Chinese statesman, historian and poet (998–1061)

Song Qi (宋祁; 998–1061), courtesy name Zijing (子京), was a Chinese essayist, historian, poet, and politician of the Northern Song dynasty.

==Imperial advisor==
Song was a Grand Councilor in the Imperial Chinese court. In this role, he was called to become a military analyst:
"The reason why our enemies to the north and west are able to withstand China is precisely because they have many horses and their men are adept at riding; this is their strength. China has few horses, and its men are not accustomed to riding; this is China's weakness.... The court constantly tries, with our weakness, to oppose our enemies' strength, so that we lose every battle .... Those who propose remedies for this situation merely wish to increase our armed forces in order to overwhelm the enemy.

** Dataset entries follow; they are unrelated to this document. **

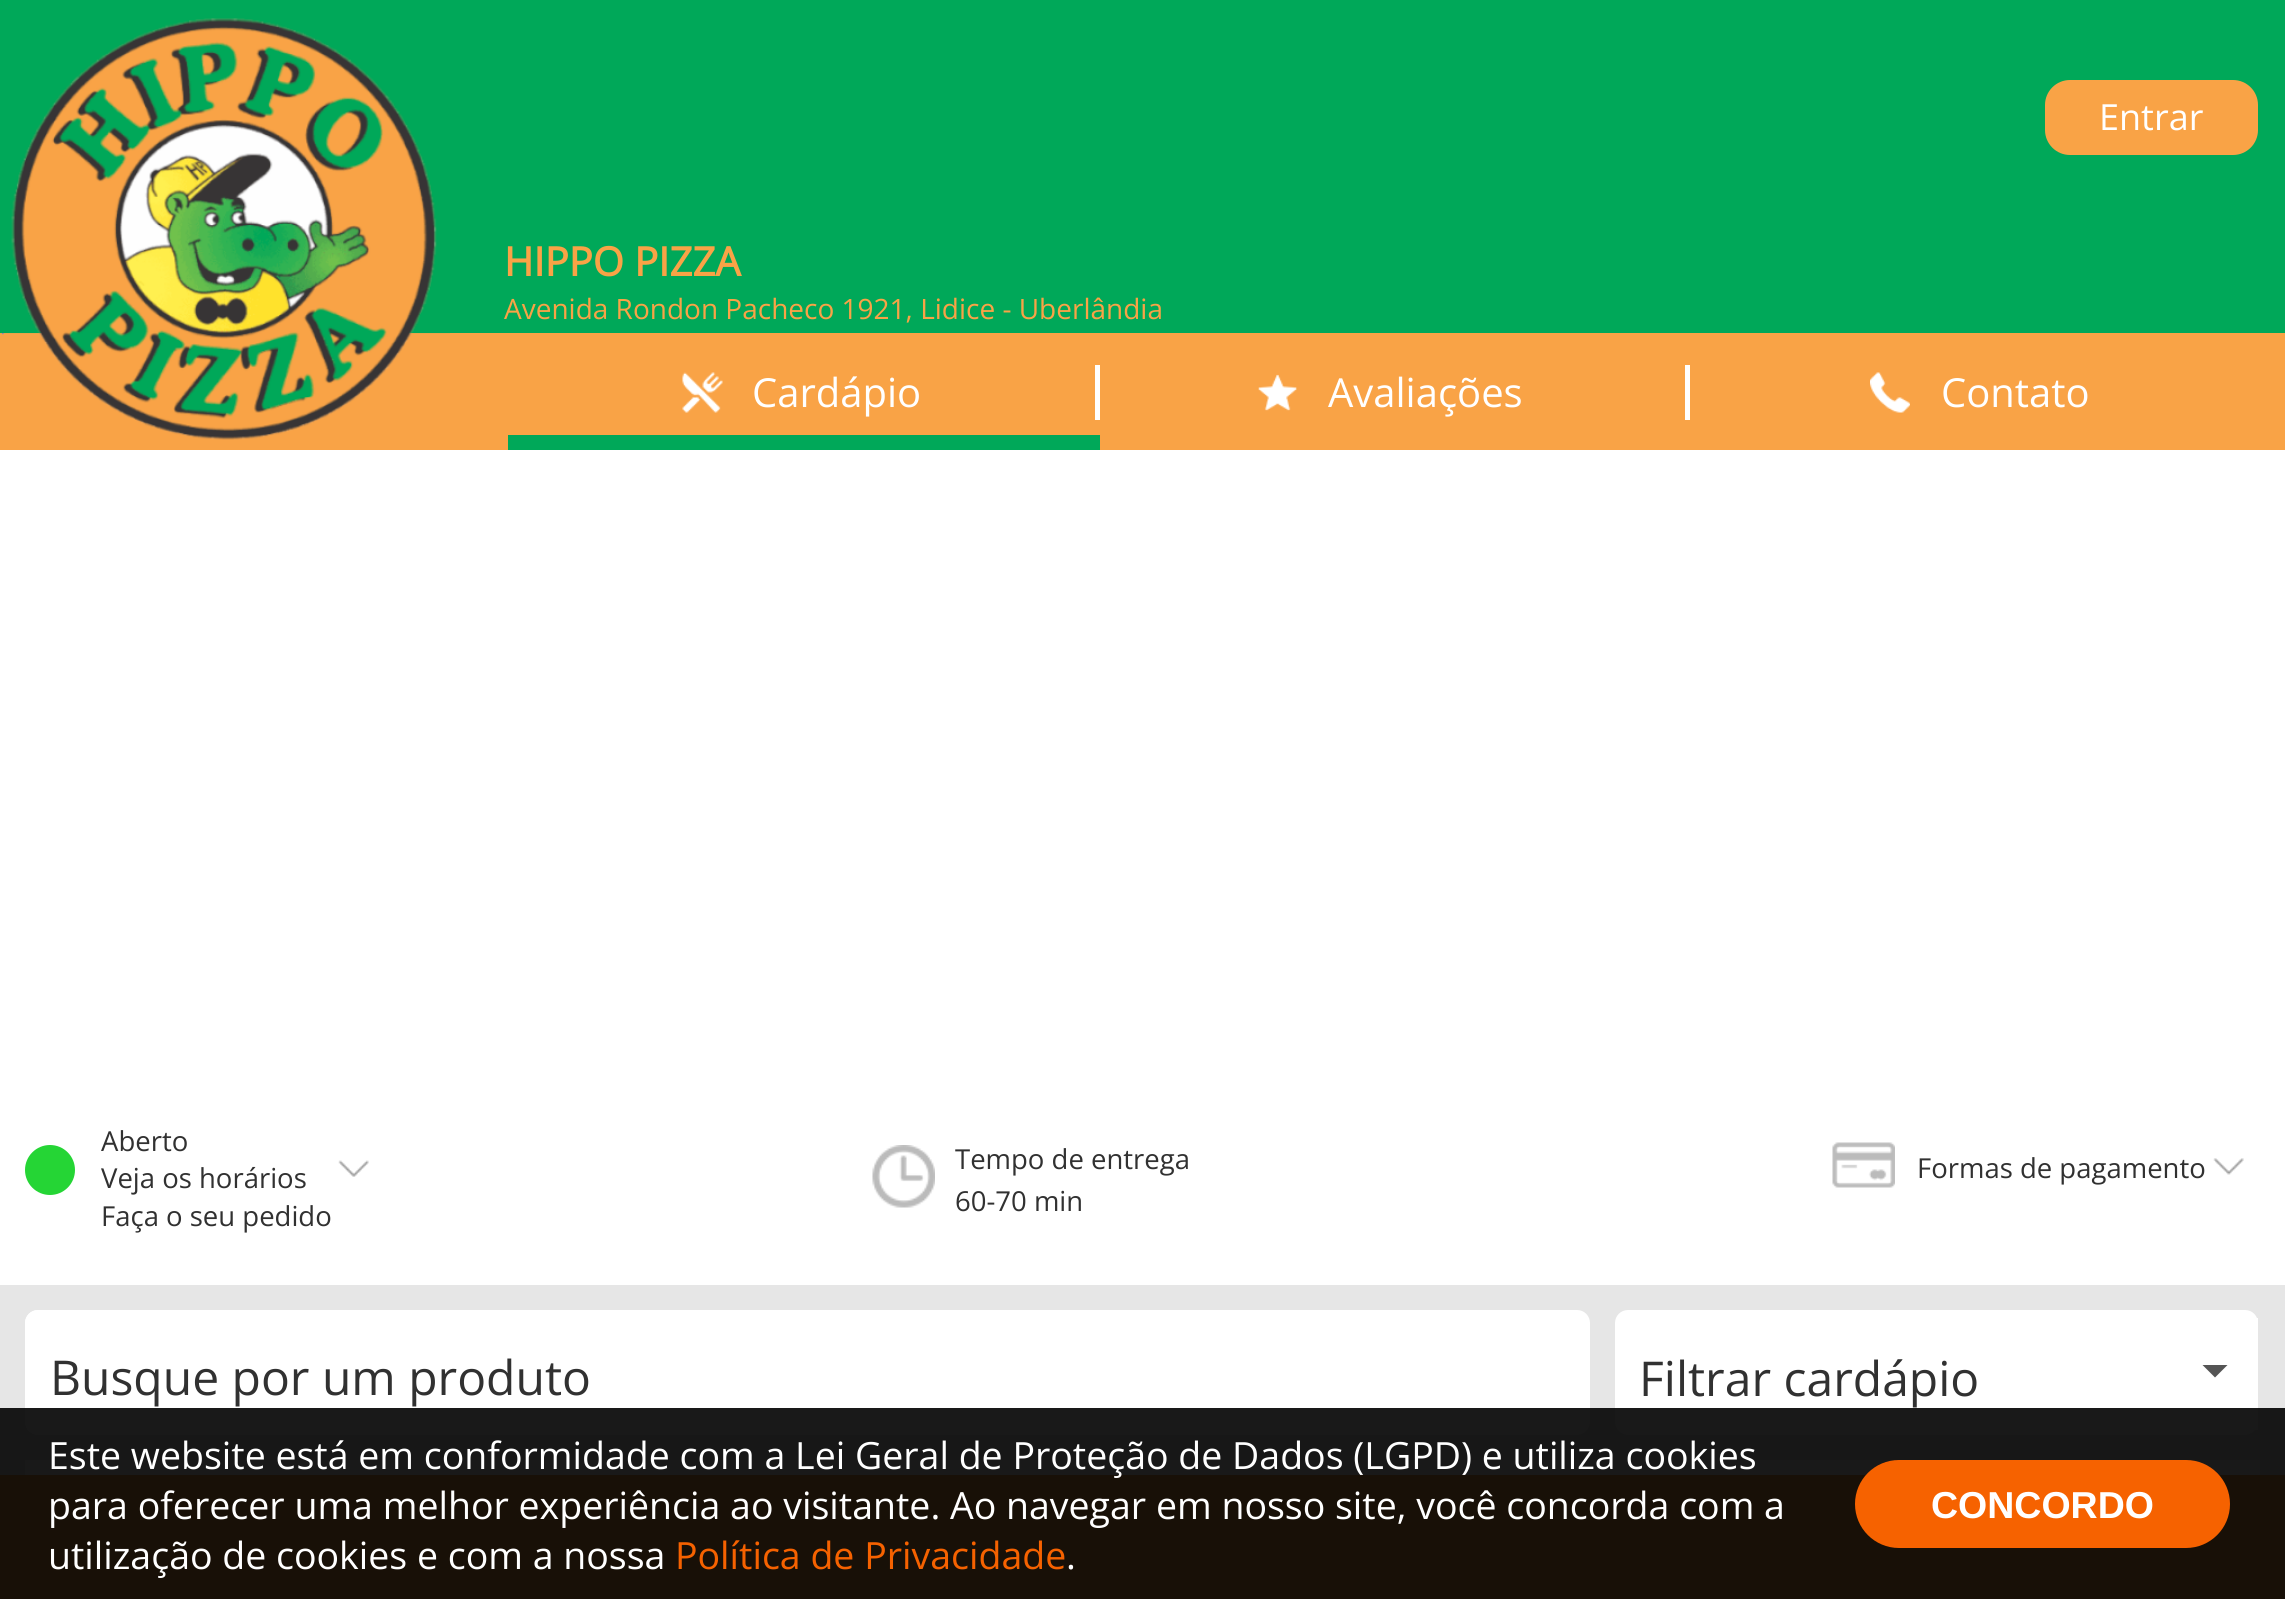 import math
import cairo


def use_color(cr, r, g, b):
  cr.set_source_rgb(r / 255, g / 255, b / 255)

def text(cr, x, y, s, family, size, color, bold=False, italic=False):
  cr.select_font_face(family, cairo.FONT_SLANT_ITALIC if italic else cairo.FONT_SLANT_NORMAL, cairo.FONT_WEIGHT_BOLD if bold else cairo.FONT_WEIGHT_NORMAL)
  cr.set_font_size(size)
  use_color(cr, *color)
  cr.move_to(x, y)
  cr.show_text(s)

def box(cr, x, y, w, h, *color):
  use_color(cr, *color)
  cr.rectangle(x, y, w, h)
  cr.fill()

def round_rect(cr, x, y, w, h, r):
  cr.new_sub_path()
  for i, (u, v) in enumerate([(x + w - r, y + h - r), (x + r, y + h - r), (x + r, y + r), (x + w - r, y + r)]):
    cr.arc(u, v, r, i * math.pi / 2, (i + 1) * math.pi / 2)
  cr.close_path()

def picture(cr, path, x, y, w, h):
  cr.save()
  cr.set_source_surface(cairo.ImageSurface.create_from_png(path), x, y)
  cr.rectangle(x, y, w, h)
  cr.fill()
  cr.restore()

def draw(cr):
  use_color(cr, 255, 255, 255)
  cr.paint()
  box(cr, 450, 0, 1835, 333, 0, 168, 89)
  box(cr, 0, 333, 2285, 117, 249, 163, 70)
  picture(cr, "img_01.png", 0, 0, 450, 440)
  round_rect(cr, 2045, 80, 213, 75, 25)
  cr.fill()
  box(cr, 508, 435, 592, 15, 0, 168, 89)
  box(cr, 1095, 365, 5, 55, 255, 255, 255)
  picture(cr, "img_02.png", 682, 372, 41, 41)
  box(cr, 1685, 365, 5, 55, 255, 255, 255)
  picture(cr, "img_03.png", 1258, 374, 39, 37)
  picture(cr, "img_04.png", 1870, 372, 40, 41)
  use_color(cr, 37, 213, 53)
  cr.arc(50, 1170, 25, 0, 2 * math.pi)
  cr.fill()
  picture(cr, "img_05.png", 338, 1160, 31, 17)
  picture(cr, "img_06.png", 872, 1145, 63, 63)
  picture(cr, "img_07.png", 1832, 1142, 63, 46)
  picture(cr, "img_08.png", 2213, 1158, 31, 17)
  box(cr, 0, 1475, 2285, 124, 249, 163, 70)
  box(cr, 0, 1285, 2285, 190, 230, 230, 230)
  use_color(cr, 255, 255, 255)
  round_rect(cr, 25, 1310, 1565, 125, 13)
  cr.fill()
  cr.new_path()
  cr.move_to(38, 1310)
  cr.line_to(1465, 1310)
  cr.line_to(1465, 1435)
  cr.line_to(38, 1435)
  cr.curve_to(31, 1435, 25, 1429, 25, 1422)
  cr.line_to(25, 1323)
  cr.curve_to(25, 1316, 31, 1310, 38, 1310)
  cr.close_path()
  cr.fill()
  round_rect(cr, 1615, 1310, 643, 125, 13)
  cr.fill()
  box(cr, 2255, 1318, 3, 112, 255, 255, 255)
  use_color(cr, 85, 85, 85)
  cr.new_path()
  cr.move_to(2202.5, 1365)
  cr.line_to(2227.5, 1365)
  cr.line_to(2215, 1377.5)
  cr.close_path()
  cr.fill()
  box(cr, 25, 1460, 2235, 15, 255, 255, 255)
  cr.set_source_rgba(0, 0, 0, 0.9)
  cr.rectangle(0, 1408, 2285, 191)
  cr.fill()
  use_color(cr, 246, 98, 0)
  round_rect(cr, 1855, 1460, 375, 88, 44)
  cr.fill()
  text(cr, 2099, 130, "Entrar", "Open Sans", 36, (255, 255, 255))
  text(cr, 504, 276, "HIPPO PIZZA", "Open Sans", 40, (249, 163, 70), bold=True)
  text(cr, 504, 319, "Avenida Rondon Pacheco 1921, Lidice - Uberlândia", "Open Sans", 28, (249, 163, 70))
  text(cr, 752, 407, "Cardápio", "Open Sans", 40, (255, 255, 255))
  text(cr, 1328, 407, "Avaliações", "Open Sans", 40, (255, 255, 255))
  text(cr, 1941, 407, "Contato", "Open Sans", 40, (255, 255, 255))
  text(cr, 101, 1151, "Aberto", "Open Sans", 27.5, (49, 49, 49))
  text(cr, 101, 1188, "Veja os horários", "Open Sans", 27.5, (49, 49, 49))
  text(cr, 101, 1226, "Faça o seu pedido", "Open Sans", 27.5, (49, 49, 49))
  text(cr, 955, 1169, "Tempo de entrega", "Open Sans", 27.5, (49, 49, 49))
  text(cr, 955, 1211, "60-70 min", "Open Sans", 27.5, (49, 49, 49))
  text(cr, 1917, 1178, "Formas de pagamento", "Open Sans", 27.5, (49, 49, 49))
  text(cr, 50, 1395, "Busque por um produto", "Open Sans", 48, (49, 49, 49))
  text(cr, 1639, 1396, "Filtrar cardápio", "Open Sans", 48, (49, 49, 49))
  text(cr, 48, 1469, "Este website está em conformidade com a Lei Geral de Proteção de Dados (LGPD) e utiliza cookies", "Open Sans", 37.5, (255, 255, 255))
  text(cr, 48, 1519, "para oferecer uma melhor experiência ao visitante. Ao navegar em nosso site, você concorda com a", "Open Sans", 37.5, (255, 255, 255))
  text(cr, 48, 1569, "utilização de cookies e com a nossa", "Open Sans", 37.5, (255, 255, 255))
  text(cr, 675, 1569, "Política de Privacidade", "Open Sans", 37.5, (246, 98, 0))
  text(cr, 1066, 1569, ".", "Open Sans", 37.5, (255, 255, 255))
  text(cr, 1931, 1518, "CONCORDO", "Liberation Sans", 37.5, (255, 255, 255), bold=True)


surface = cairo.ImageSurface(cairo.FORMAT_RGB24, 2285, 1599)
cr = cairo.Context(surface)
options = cairo.FontOptions()
options.set_hint_metrics(cairo.HINT_METRICS_OFF)
options.set_hint_style(cairo.HINT_STYLE_NONE)
cr.set_font_options(options)
cr.set_miter_limit(4)
draw(cr)
surface.write_to_png("out.png")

They do not realize that, without horses, we can never create an effective military force."
While China had many men in Chinese cavalry, very few of them actually had horses to ride; and if they did actually have a horse, they did not ride well. In stark contrast, the military forces arising from Inner Asia had many horses and the men had excellent riding skills.

== Historian ==
As an historian and writer, Song is best known for his work as co-author of New History of the Tang Dynasty (新唐書). This work was created in collaboration with Ouyang Xiu; and it was officially presented to the emperor in 1060.